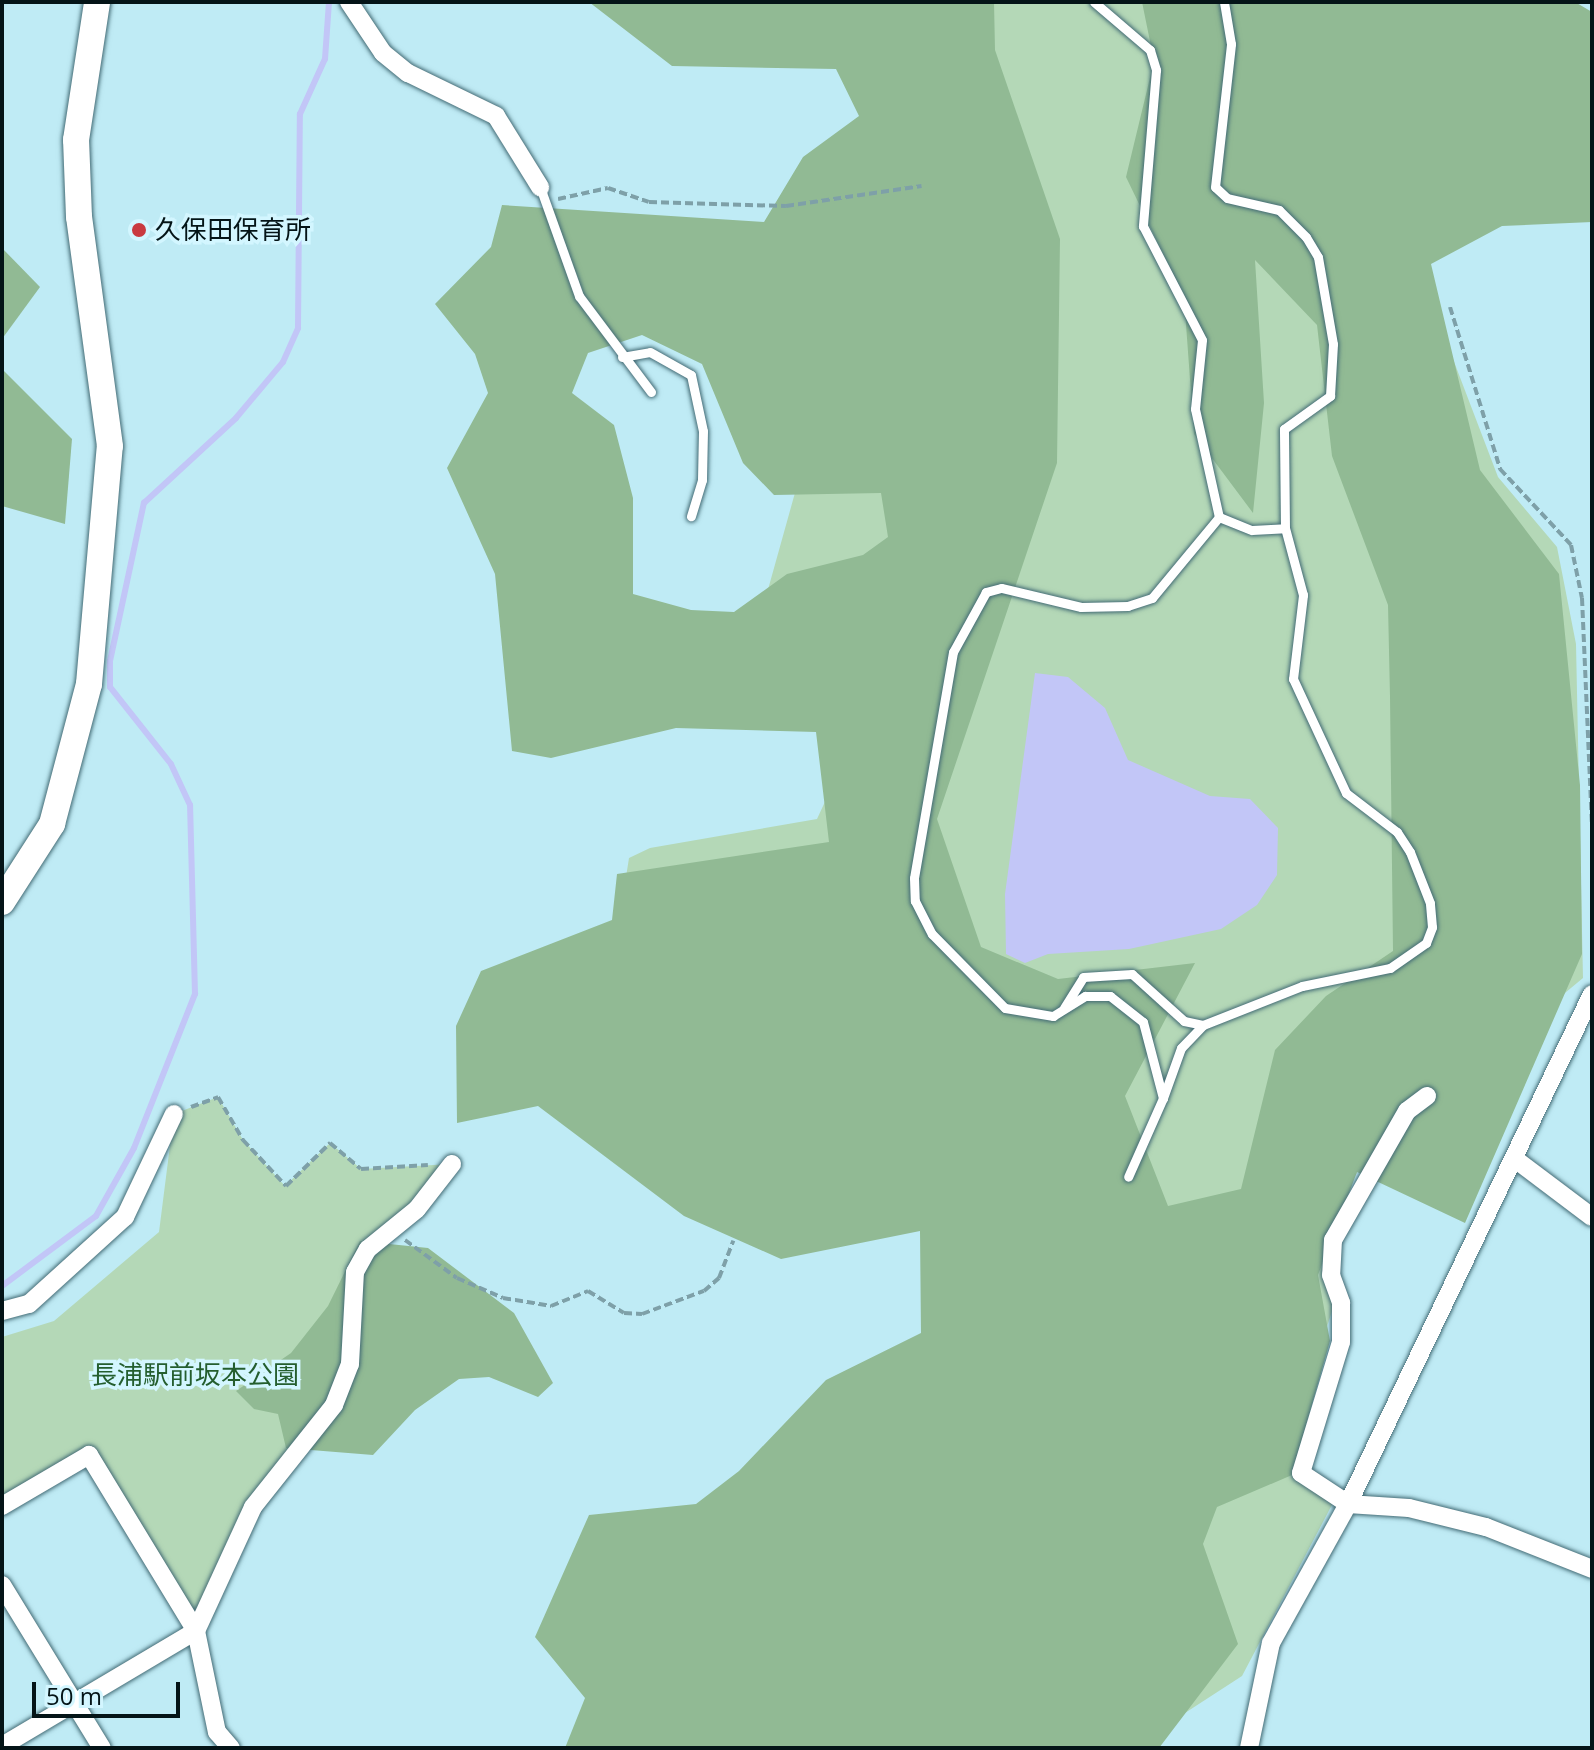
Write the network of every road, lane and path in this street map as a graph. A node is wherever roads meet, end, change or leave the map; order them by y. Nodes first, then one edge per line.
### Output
1 (97, 2) edge
2 (349, 2) edge
3 (1094, 2) edge
4 (1224, 2) edge
5 (922, 186) dead end
6 (543, 195) junction
7 (1450, 307) dead end
8 (622, 357) junction
9 (651, 392) dead end
10 (691, 516) dead end
11 (1219, 517) junction
12 (1285, 528) junction
13 (1592, 824) edge
14 (2, 902) edge
15 (1592, 943) edge
16 (1592, 971) edge
17 (1592, 994) edge
18 (1064, 1008) junction
19 (1203, 1025) junction
20 (1427, 1096) dead end
21 (1163, 1098) junction
22 (174, 1114) joint
23 (1515, 1159) junction
24 (452, 1164) joint
25 (1128, 1177) dead end
26 (1592, 1217) edge
27 (392, 1230) junction
28 (733, 1241) dead end
29 (2, 1311) edge
30 (1348, 1504) junction
31 (2, 1506) edge
32 (1592, 1569) edge
33 (2, 1585) edge
34 (196, 1631) junction
35 (75, 1703) junction
36 (2, 1746) edge
37 (102, 1748) edge
38 (231, 1748) edge
39 (1249, 1748) edge

1 - 14 street
2 - 6 street
3 - 11 lane
4 - 12 lane
5 - 6 path
6 - 8 lane
7 - 13 path
8 - 9 lane
8 - 10 lane
11 - 12 lane
11 - 18 lane
12 - 19 lane
15 - 16 path
17 - 23 street
18 - 19 lane
18 - 21 lane
19 - 21 lane
20 - 30 street
21 - 25 lane
22 - 24 path
22 - 29 street
23 - 26 street
23 - 30 street
24 - 27 street
27 - 28 path
27 - 34 street
30 - 32 street
30 - 39 street
31 - 34 street
33 - 35 street
34 - 35 street
34 - 38 street
35 - 36 street
35 - 37 street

TASK INSTRUCTIONS
Among the entries above, find every line holding "junction" and copy it.

SOLUTION FOR THIS TASK
6 (543, 195) junction
8 (622, 357) junction
11 (1219, 517) junction
12 (1285, 528) junction
18 (1064, 1008) junction
19 (1203, 1025) junction
21 (1163, 1098) junction
23 (1515, 1159) junction
27 (392, 1230) junction
30 (1348, 1504) junction
34 (196, 1631) junction
35 (75, 1703) junction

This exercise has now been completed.